*** Opening of Source records ***

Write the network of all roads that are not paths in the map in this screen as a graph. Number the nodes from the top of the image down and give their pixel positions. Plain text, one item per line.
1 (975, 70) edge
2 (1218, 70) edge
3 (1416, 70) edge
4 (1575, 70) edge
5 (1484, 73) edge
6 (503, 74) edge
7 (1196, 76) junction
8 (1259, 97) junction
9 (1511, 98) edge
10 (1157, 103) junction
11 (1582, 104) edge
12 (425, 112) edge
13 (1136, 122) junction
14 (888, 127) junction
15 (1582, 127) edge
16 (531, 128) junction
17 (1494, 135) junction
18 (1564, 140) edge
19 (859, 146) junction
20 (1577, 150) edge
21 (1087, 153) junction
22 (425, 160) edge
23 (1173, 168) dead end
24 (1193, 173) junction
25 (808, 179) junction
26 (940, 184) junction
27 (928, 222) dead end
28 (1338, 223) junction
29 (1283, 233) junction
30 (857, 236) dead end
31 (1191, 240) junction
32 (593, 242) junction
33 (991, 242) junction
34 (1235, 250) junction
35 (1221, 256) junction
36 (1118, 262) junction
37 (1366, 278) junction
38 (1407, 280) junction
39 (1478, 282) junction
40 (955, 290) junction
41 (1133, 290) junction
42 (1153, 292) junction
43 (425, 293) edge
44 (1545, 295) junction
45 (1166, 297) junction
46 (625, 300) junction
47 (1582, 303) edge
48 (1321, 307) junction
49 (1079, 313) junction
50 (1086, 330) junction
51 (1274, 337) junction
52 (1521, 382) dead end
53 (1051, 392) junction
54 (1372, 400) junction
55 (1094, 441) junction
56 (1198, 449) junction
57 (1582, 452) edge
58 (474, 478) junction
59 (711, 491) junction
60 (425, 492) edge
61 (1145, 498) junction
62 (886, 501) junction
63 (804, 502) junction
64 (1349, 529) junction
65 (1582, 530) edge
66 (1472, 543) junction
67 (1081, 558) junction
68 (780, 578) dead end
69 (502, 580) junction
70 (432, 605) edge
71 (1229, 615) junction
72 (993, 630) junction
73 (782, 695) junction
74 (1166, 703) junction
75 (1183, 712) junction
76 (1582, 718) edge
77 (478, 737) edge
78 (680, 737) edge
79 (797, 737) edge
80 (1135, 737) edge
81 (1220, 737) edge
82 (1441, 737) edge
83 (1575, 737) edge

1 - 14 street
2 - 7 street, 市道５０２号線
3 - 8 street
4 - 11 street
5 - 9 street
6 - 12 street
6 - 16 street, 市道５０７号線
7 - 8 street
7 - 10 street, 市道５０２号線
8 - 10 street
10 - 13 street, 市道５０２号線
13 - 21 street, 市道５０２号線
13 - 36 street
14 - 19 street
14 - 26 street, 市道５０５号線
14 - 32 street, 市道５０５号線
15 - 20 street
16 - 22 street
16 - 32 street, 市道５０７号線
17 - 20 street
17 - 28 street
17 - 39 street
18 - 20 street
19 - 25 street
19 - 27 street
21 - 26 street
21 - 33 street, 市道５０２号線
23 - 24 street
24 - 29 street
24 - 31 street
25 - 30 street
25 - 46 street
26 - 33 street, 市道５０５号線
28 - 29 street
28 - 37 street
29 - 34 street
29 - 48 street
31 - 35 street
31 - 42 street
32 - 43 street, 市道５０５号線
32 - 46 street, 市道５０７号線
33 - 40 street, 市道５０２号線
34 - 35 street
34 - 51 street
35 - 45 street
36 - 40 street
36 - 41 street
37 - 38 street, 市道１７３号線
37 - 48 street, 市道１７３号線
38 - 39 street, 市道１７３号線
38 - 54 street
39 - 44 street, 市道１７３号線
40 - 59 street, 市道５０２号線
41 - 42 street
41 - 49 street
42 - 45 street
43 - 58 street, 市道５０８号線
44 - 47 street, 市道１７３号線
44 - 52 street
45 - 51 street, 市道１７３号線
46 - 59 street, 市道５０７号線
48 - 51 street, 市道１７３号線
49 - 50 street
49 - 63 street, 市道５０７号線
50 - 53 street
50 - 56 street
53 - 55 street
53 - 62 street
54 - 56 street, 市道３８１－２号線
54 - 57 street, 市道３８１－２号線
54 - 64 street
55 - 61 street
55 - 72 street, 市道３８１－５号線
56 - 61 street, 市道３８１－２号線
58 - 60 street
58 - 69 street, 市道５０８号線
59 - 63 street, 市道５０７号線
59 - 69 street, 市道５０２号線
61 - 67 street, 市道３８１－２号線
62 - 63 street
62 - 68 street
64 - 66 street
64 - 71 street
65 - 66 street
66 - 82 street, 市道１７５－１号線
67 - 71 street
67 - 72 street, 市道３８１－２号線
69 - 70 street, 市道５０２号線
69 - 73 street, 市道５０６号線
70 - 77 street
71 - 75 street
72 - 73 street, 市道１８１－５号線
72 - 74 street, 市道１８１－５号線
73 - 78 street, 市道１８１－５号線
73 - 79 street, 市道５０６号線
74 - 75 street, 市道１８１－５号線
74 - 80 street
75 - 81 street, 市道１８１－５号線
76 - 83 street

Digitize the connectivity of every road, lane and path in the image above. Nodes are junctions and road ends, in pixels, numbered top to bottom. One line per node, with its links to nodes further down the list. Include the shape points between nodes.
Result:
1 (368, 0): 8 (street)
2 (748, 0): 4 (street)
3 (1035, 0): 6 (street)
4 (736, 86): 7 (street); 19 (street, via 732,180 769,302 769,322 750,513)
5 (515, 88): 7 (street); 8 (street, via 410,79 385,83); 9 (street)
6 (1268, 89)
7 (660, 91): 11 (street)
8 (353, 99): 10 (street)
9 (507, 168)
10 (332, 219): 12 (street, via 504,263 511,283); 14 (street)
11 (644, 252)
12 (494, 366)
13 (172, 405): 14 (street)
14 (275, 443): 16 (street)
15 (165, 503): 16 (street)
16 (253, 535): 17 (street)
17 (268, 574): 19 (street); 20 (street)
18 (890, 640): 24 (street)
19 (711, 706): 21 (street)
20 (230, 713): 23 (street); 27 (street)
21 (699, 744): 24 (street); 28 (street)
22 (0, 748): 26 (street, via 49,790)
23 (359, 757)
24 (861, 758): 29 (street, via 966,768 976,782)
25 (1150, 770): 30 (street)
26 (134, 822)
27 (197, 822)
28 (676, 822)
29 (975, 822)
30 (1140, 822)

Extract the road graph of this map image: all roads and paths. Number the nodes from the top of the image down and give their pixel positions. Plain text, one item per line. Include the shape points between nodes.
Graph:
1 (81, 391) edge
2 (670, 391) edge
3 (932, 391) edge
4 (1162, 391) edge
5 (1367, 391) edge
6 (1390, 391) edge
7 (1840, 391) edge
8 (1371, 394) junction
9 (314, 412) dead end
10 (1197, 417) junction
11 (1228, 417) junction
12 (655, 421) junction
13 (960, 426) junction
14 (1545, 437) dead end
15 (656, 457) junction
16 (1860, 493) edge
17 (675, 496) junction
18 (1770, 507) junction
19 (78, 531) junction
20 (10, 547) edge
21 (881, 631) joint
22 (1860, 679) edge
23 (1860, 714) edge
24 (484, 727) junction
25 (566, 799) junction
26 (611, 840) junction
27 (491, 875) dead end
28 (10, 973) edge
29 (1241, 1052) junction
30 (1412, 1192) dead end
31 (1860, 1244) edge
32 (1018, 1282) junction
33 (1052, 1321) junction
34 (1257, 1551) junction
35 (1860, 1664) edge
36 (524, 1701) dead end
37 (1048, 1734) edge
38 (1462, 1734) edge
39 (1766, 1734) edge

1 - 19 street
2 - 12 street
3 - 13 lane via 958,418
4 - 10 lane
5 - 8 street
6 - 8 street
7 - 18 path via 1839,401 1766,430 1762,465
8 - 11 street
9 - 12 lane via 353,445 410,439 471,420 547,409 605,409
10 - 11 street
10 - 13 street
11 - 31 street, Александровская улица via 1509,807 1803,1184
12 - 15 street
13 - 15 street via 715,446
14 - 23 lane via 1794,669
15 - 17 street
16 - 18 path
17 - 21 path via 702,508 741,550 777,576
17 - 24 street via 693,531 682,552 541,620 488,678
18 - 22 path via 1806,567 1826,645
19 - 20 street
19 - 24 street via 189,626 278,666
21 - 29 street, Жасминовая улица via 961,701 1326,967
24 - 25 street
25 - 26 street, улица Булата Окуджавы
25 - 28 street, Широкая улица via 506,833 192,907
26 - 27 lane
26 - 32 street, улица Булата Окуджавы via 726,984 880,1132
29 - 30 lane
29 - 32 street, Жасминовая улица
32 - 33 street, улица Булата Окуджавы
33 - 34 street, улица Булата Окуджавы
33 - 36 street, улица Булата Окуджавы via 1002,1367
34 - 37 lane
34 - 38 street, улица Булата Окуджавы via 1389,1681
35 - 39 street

*** Close of Source records ***

Exercise details -
Each line holding the word "this" must be pulled from the records.

Exercise response -
Write the network of all roads that are not paths in the map in this screen as a graph. Number the nodes from the top of the image down and give their pixel positions. Plain text, one item per line.
Extract the road graph of this map image: all roads and paths. Number the nodes from the top of the image down and give their pixel positions. Plain text, one item per line. Include the shape points between nodes.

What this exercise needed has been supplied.